Some people who have a sufficiently strong hatred of positive feedback loops advocate doing the opposite thing and making the game get harder on whoever's in the lead. And worse, this philosophy seems to be much more popular - while fewer games implement it, I've never actually heard anyone criticize it. So I'm going to be the first to do so in a noble attempt to save the game industry. The negative feedback loop is significantly worse for a couple of reasons.

Strong negative feedback loops can make the early game feel like wasted effort in the same way positive feedback loops do the late game. The big difference is that this time it's not escapable through resignation because it happens *before* the outcome is known. The players are forced to suffer through it, every match.

And not only that, but this may actually *increase* the winrate of the stronger player. The weaker player who was graced by this effect and took the upper hand will now have a harder time keeping that upper hand. In a positive-feedback game like Prismata, a weaker player who gains an advantage early will go on to win unless they get *severely* outplayed in the following turns. This is part of how Prismata achieves its valuable performance variance.

Performance variance

Are comebacks even a good thing, anyway?

I'd even question the idea that comebacks are a thing we should be designing for. Sure, they feel great for the player who comes back. But does anyone ever talk about how it feels to have someone come back against you?

As someone who's played some games designed to make that happen, let me tell you, it feels pretty shit.
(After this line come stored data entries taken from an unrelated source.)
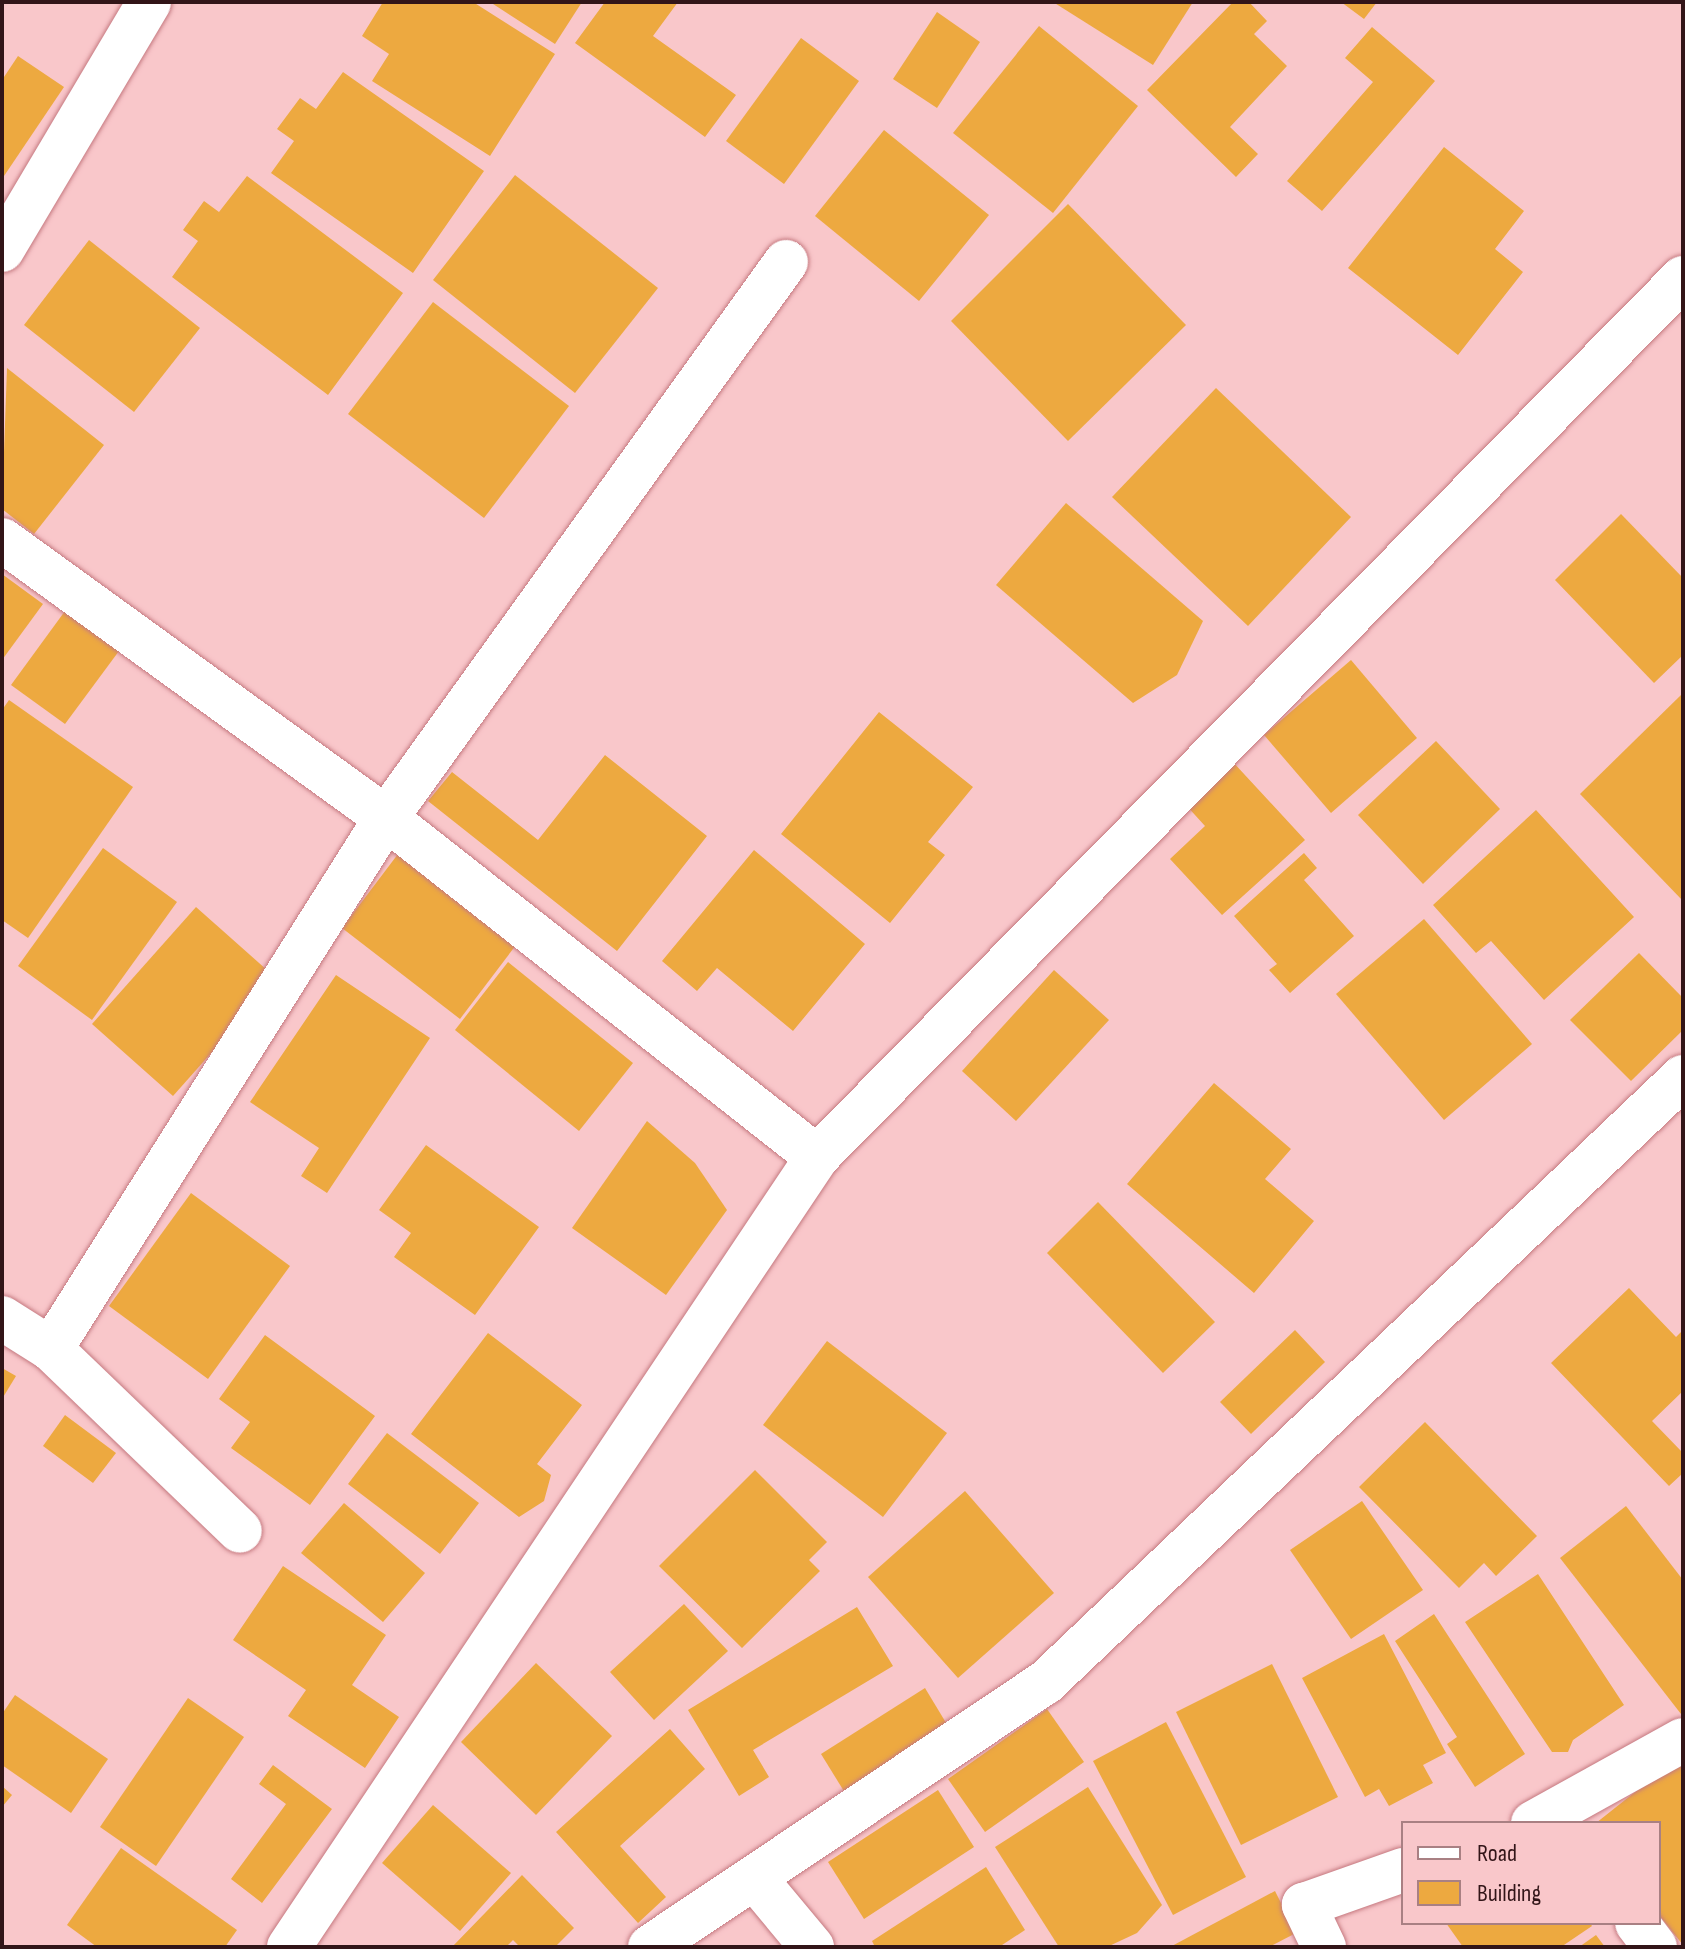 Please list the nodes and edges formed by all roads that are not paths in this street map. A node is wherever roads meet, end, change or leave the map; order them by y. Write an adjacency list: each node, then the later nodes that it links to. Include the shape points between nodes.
1 (149, 2): 2 (street)
2 (2, 250)
3 (786, 262): 6 (street)
4 (1683, 278): 8 (street)
5 (2, 540): 6 (street)
6 (386, 818): 8 (street); 10 (street)
7 (1683, 1077): 15 (street, via 1045,1683)
8 (817, 1157): 17 (street)
9 (2, 1318): 10 (street)
10 (51, 1349): 11 (street)
11 (240, 1531)
12 (1683, 1740): 13 (street)
13 (1550, 1820)
14 (1401, 1871): 20 (street, via 1304,1905)
15 (757, 1881): 18 (street); 19 (street)
16 (1638, 1925): 21 (street)
17 (289, 1947)
18 (650, 1947)
19 (812, 1947)
20 (1324, 1947)
21 (1655, 1947) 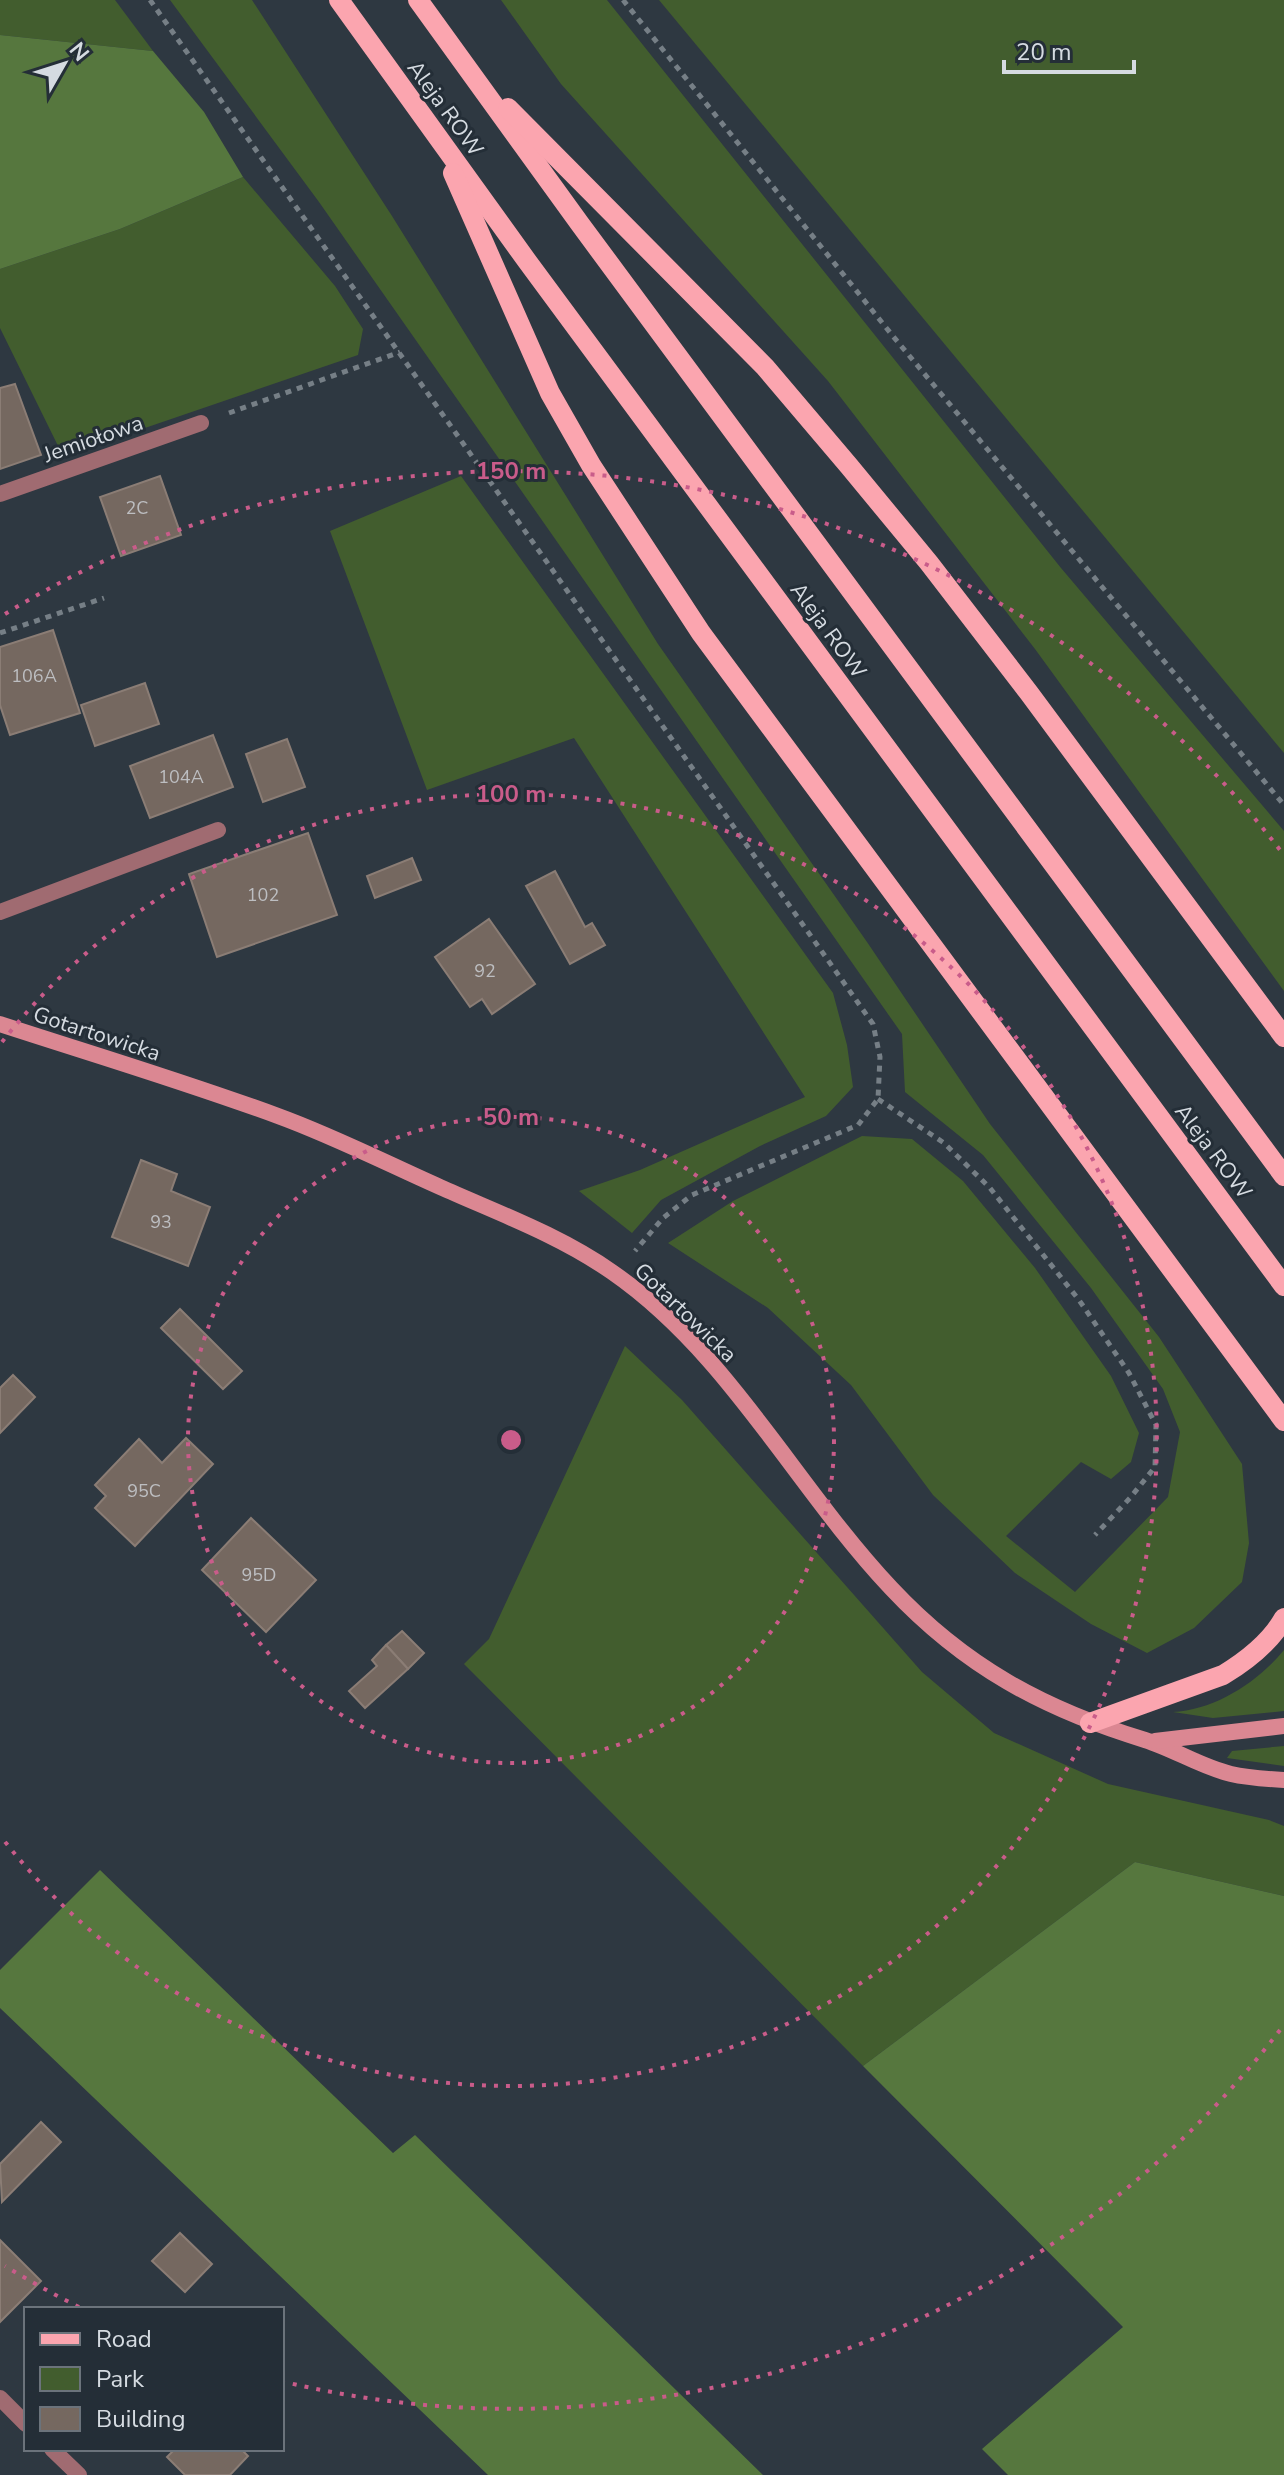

In Dragon Ball FighterZ it feels just as disappointing as any other game to lose by a landslide. But this game has no feedback loop (at least not much); comebacks are always possible through outplaying the opponent. And despite how great it feels to be on your last character with low health and proceed to wipe the opponent's team, it feels significantly worse to be on the losing end of that than it does to just lose a match from the start.

And that's in a game where the comeback is entirely emergent and can only happen through the underdog legitimately outplaying you. When the game artificially rewards the underdog or creates its comebacks through randomness, it feels even worse. People just learn to stop seeing the game as legitimate competition to protect their emotions.

A little bit of randomness is not okay

That last thing I said is something I didn't come up with until I said it. Looking back on my experience with Spellweaver it wasn't really considered evidence of superiority to beat someone. It wasn't embarrassing to lose to a weaker player (and correspondingly it didn't feel particularly rewarding to beat the #1 on ladder), you never reviewed your games and asked what you did wrong, and it was basically as if we weren't saying "*I* beat DragonBoy328", so much as "*My deck* beat DragonBoy328's *deck*".

Spellweaver review

Go was the polar opposite. Every match of Go I played - and this might be partly because of the Asian culture assiciations and the Samurai music I often listened to while I played - felt like an honorable duel, as personal as it was epic, just my intellect against theirs.

Samurai music:

https://dbfiechter.bandcamp.com/album/land-of-the-rising-sun

https://dbfiechter.bandcamp.com/album/chinese-dynasty

I think comebacks are a mixed bag in general, and I like when games allow for them, but sacrificing other design goals to create them is folly.

In conclusion, my position is that games should have no feedback loop when possible; a positive feedback loop is acceptable if the game's design doesn't force players to suffer through it. The important thing is to always either reward the player for skill, or don't disincentivize them to resign when you won't.